1. Field of the Invention
The present invention relates to a plasma reactor and, in particular, to a multiple frequency plasma reactor in which the frequencies and the powers associated therewith are individually controllable.
2. State of the Art
Semiconductor fabrication techniques are used to form integrated circuits on wafers and frequently include plasma-assisted processes for etching materials from the semiconductor wafer. Such plasma etching processes, also known as “dry etching,” are conventionally performed in a plasma reactor which utilizes radio frequency (RF) power generators to provide power to one or more electrodes within a vacuum chamber containing a gas at a predetermined pressure as defined by a specific process. The plasma reactor also includes a matching network for efficiently coupling power from the RF power generator to the electrode within the vacuum chamber.

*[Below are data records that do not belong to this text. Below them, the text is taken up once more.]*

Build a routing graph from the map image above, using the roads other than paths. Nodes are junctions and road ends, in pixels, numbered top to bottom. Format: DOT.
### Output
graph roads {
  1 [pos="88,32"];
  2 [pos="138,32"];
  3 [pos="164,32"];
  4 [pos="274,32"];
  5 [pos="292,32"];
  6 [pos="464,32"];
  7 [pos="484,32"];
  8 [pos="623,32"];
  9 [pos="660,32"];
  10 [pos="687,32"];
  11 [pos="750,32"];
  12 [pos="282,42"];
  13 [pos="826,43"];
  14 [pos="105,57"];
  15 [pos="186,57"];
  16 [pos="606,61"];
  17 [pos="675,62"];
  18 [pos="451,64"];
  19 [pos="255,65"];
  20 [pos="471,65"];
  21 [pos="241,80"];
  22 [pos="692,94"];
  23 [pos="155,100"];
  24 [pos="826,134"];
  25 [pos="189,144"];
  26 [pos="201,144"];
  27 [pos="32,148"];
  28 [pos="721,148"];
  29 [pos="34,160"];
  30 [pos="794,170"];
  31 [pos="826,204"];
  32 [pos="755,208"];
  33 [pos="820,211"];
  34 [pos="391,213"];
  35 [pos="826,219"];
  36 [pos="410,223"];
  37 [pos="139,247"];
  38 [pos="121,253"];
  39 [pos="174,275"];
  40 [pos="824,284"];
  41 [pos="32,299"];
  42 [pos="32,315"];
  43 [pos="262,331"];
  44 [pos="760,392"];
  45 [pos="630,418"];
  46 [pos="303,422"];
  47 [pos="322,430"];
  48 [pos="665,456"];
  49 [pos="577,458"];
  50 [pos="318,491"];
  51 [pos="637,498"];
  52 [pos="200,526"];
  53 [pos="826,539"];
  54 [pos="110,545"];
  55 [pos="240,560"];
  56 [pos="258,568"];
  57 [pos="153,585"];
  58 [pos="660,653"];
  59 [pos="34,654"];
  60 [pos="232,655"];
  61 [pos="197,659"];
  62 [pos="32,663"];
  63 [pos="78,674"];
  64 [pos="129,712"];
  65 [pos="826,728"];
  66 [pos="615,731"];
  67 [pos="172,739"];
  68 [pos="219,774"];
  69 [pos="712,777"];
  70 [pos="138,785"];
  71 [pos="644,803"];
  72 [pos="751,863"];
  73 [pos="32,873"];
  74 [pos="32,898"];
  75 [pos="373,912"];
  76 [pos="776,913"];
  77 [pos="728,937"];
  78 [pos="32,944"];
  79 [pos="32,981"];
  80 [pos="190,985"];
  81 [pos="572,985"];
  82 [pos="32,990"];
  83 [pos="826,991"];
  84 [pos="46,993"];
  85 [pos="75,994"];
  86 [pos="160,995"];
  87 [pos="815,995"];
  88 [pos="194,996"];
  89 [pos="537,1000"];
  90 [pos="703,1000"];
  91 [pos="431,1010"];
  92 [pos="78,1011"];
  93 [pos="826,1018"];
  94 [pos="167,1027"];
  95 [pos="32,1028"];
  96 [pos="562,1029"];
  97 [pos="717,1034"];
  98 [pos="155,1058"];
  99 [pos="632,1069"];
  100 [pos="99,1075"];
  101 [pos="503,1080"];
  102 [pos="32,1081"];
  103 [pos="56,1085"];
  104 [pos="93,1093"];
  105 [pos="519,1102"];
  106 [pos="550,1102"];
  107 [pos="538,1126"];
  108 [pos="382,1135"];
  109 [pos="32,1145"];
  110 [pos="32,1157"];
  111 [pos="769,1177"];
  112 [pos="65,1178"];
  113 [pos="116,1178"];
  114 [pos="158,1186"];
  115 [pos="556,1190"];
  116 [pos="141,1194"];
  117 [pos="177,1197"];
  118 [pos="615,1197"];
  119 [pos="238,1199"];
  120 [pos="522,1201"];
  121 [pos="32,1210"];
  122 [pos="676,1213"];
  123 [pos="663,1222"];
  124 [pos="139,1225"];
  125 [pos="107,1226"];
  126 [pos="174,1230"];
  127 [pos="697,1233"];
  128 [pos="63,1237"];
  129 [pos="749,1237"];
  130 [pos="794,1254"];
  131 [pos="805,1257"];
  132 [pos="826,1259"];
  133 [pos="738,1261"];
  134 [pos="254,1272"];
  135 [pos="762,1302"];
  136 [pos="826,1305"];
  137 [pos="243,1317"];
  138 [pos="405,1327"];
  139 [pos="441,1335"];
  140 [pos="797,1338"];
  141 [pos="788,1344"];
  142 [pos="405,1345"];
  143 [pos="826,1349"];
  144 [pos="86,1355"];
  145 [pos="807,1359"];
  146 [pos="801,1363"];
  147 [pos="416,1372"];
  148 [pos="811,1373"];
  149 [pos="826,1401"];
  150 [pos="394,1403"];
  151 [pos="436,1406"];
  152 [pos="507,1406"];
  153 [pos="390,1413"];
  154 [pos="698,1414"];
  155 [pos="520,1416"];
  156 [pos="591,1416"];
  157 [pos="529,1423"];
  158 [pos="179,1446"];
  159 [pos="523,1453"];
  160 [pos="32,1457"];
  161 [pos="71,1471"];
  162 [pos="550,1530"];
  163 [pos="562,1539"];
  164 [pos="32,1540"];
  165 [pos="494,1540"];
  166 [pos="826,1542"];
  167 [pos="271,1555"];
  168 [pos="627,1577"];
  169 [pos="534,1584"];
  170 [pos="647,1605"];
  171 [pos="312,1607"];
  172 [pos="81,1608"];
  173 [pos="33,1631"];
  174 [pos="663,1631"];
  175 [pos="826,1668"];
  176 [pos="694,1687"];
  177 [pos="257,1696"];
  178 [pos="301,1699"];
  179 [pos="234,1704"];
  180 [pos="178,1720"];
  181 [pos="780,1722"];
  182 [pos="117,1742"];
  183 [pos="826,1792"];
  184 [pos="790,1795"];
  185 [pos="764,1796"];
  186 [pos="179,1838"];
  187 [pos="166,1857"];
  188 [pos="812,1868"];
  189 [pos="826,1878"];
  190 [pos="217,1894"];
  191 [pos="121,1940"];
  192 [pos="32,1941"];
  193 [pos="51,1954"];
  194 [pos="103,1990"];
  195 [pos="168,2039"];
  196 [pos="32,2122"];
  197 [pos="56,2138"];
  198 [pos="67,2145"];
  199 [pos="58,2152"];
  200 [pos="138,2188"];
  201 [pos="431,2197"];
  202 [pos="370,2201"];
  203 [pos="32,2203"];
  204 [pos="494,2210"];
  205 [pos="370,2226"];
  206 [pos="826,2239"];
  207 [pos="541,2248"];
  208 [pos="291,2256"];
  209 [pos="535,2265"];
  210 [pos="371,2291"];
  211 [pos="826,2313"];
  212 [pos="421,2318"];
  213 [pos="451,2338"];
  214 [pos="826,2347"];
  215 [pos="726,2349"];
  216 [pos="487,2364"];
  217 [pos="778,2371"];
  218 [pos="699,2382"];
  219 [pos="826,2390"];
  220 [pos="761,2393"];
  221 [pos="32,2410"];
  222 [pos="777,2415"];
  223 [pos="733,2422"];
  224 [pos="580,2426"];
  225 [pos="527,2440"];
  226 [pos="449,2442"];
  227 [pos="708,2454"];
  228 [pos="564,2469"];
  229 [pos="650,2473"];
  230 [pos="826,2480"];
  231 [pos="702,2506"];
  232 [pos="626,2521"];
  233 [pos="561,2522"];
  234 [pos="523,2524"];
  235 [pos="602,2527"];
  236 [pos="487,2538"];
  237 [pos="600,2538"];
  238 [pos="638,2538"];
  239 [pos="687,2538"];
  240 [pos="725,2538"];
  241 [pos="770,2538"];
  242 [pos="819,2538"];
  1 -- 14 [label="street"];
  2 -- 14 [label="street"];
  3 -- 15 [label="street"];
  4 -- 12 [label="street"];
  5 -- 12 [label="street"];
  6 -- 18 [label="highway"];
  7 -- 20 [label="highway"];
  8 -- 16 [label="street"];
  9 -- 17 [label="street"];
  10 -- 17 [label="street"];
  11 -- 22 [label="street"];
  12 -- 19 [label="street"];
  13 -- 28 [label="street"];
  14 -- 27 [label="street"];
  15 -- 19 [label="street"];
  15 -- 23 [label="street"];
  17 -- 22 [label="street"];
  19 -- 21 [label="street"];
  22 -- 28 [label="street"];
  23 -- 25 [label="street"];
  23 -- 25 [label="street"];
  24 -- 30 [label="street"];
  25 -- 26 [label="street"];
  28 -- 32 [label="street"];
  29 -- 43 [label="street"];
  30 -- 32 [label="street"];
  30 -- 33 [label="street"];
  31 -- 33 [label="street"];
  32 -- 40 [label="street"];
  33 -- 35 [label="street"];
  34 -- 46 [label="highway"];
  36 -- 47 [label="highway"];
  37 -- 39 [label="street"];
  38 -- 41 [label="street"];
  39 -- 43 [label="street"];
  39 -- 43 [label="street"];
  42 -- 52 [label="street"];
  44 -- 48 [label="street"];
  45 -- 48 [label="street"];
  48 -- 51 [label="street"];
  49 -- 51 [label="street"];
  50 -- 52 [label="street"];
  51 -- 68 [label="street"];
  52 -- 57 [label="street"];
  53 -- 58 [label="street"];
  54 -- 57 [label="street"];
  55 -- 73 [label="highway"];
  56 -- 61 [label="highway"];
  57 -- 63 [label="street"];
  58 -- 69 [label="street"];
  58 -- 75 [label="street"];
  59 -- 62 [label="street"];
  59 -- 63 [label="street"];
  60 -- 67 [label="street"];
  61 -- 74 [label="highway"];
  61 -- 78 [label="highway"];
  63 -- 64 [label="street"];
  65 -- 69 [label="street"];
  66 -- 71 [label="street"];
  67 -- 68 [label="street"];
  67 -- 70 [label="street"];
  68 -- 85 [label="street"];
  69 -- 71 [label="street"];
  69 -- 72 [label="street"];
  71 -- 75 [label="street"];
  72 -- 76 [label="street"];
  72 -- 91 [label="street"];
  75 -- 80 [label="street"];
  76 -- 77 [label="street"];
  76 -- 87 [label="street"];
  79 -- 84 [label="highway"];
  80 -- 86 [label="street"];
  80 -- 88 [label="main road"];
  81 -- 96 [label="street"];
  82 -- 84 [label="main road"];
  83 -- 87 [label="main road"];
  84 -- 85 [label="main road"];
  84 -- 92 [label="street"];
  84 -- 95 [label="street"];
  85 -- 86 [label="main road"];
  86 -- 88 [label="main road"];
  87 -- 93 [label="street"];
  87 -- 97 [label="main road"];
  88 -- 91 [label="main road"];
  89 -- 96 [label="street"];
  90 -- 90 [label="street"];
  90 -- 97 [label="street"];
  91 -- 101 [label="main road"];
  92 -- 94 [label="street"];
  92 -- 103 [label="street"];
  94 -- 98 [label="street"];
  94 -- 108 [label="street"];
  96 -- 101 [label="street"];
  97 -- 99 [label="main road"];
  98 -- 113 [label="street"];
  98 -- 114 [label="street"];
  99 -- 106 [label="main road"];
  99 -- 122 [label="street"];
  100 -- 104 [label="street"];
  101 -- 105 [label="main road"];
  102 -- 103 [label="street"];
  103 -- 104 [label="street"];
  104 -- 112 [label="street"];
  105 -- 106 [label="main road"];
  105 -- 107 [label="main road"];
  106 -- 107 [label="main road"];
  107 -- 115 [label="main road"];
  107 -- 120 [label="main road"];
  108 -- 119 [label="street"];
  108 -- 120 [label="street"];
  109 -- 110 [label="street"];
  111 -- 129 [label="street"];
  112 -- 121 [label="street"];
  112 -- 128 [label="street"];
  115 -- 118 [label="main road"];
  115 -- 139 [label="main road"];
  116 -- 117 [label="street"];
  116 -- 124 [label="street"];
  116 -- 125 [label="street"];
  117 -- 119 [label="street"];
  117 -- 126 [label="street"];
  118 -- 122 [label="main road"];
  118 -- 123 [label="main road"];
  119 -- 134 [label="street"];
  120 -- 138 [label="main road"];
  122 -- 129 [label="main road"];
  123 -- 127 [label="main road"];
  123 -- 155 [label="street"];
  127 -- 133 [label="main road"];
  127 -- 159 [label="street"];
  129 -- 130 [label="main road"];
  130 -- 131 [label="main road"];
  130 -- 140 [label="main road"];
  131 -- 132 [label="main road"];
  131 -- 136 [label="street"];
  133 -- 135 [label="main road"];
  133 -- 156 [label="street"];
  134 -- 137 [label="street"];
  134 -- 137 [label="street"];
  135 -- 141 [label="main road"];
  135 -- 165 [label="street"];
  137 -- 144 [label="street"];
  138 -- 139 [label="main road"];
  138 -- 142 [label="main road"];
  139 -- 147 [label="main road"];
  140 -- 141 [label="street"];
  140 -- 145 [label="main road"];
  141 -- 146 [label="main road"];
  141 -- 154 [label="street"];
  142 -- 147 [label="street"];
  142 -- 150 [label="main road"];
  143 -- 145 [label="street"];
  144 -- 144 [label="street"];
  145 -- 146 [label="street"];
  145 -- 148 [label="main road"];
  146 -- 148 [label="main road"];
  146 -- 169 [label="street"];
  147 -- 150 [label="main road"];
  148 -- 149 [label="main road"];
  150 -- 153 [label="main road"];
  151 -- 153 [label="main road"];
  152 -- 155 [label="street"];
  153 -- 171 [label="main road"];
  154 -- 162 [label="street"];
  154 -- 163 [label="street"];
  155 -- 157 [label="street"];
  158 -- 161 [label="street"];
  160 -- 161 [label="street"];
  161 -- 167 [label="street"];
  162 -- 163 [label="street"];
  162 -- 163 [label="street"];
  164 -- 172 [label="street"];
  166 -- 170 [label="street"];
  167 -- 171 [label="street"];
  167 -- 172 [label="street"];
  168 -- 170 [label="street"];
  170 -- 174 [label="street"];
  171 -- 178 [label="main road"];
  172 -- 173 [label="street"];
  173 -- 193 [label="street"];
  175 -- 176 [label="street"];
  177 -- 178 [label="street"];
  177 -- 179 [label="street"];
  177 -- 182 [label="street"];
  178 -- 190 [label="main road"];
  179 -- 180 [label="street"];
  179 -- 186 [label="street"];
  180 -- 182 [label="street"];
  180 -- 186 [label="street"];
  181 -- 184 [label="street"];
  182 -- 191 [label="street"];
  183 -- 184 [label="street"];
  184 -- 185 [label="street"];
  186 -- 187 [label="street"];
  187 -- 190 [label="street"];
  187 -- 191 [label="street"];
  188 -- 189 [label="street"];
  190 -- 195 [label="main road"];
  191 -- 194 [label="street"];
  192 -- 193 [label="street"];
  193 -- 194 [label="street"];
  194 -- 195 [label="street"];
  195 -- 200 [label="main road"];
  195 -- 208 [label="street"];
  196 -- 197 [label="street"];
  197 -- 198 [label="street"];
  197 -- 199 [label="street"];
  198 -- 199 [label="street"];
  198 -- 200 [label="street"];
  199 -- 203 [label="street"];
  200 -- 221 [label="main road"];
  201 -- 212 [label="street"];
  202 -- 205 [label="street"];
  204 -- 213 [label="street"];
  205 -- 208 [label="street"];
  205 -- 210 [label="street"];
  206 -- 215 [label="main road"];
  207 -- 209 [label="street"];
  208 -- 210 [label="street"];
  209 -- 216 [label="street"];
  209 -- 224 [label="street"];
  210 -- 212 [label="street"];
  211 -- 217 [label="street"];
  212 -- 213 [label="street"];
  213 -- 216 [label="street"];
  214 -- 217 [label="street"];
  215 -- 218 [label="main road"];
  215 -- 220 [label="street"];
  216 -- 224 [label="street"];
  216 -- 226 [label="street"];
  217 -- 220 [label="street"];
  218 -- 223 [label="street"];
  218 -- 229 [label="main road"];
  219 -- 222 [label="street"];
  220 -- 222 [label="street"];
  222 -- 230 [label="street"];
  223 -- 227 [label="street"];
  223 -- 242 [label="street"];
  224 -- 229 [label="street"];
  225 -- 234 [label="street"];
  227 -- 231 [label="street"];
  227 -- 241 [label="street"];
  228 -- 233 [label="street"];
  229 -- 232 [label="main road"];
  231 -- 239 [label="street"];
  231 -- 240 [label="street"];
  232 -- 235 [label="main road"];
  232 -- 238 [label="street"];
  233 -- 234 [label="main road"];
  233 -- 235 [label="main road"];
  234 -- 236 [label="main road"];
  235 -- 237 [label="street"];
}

Dry etching of a semiconductor wafer occurs within a vacuum chamber when electric fields between the electrodes within the vacuum chamber cause electrons present in the gas within the vacuum chamber to initially collide with gas molecules. With time, the electrons gain more energy and collide with the gas molecules to form an excited or ionized species. Eventually, a plasma is formed in which excitation and recombination of the atoms with electrons within the plasma are balanced. Highly reactive ions and radical species result in the plasma and are used to etch materials from the semiconductor wafer. Electric and magnetic fields within the vacuum chamber are used to control the etching processes on the semiconductor wafer.
One conventional RF-powered plasma reactor is a single-frequency diode reactor. In a single-frequency diode reactor, RF energy is conventionally applied to the wafer table on which the semiconductor wafer is located with an electrode located above the wafer serving as a grounded electrode. In such an arrangement, the plasma forms above the wafer and the ions are accelerated downward, as a result of an electric field formed between the plasma and the negatively charged wafer, into the wafer to physically etch materials from the wafer. Different frequencies presented at the electrode cause different physical phenomena in the plasma, which may or may not be desirable for a particular semiconductor process.
Another conventional RF-powered reactor includes a dual-frequency reactor which generally permits one RF frequency to be applied to a first powered electrode located away from the wafer and which predominantly controls and powers the plasma. A second RF frequency electrode provides a bias to the wafer to control the potential (e.g., sheath potential) between the second powered electrode and the plasma. Such a configuration generally assumes a capacitively coupled arrangement, which results in the formation of a self-induced DC bias to the wafer. Dual-frequency systems generally permit higher ion densities in the plasma, which results in a higher ion flux into the wafer. Such an approach significantly affects etch rates as a higher density of ions generally induces a higher etch rate.
Yet another conventional RF-powered reactor includes a dual-frequency reactor which applies two RF frequencies to a biasing electrode to control the potential between the biasing electrode and the plasma. Another electrode is located away from the wafer and is coupled to a reference potential, such as ground. The two frequencies typically perform separate functions, with one frequency dominating the ion energy while the other frequency dominates the plasma energy.
Though various arrangements for providing power to the plasma of a plasma reactor have been described, each heretofore-described configuration includes corresponding shortcomings. Therefore, there exists a need for an improved configuration which provides for a flexible solution to the foregoing problems and deficiencies.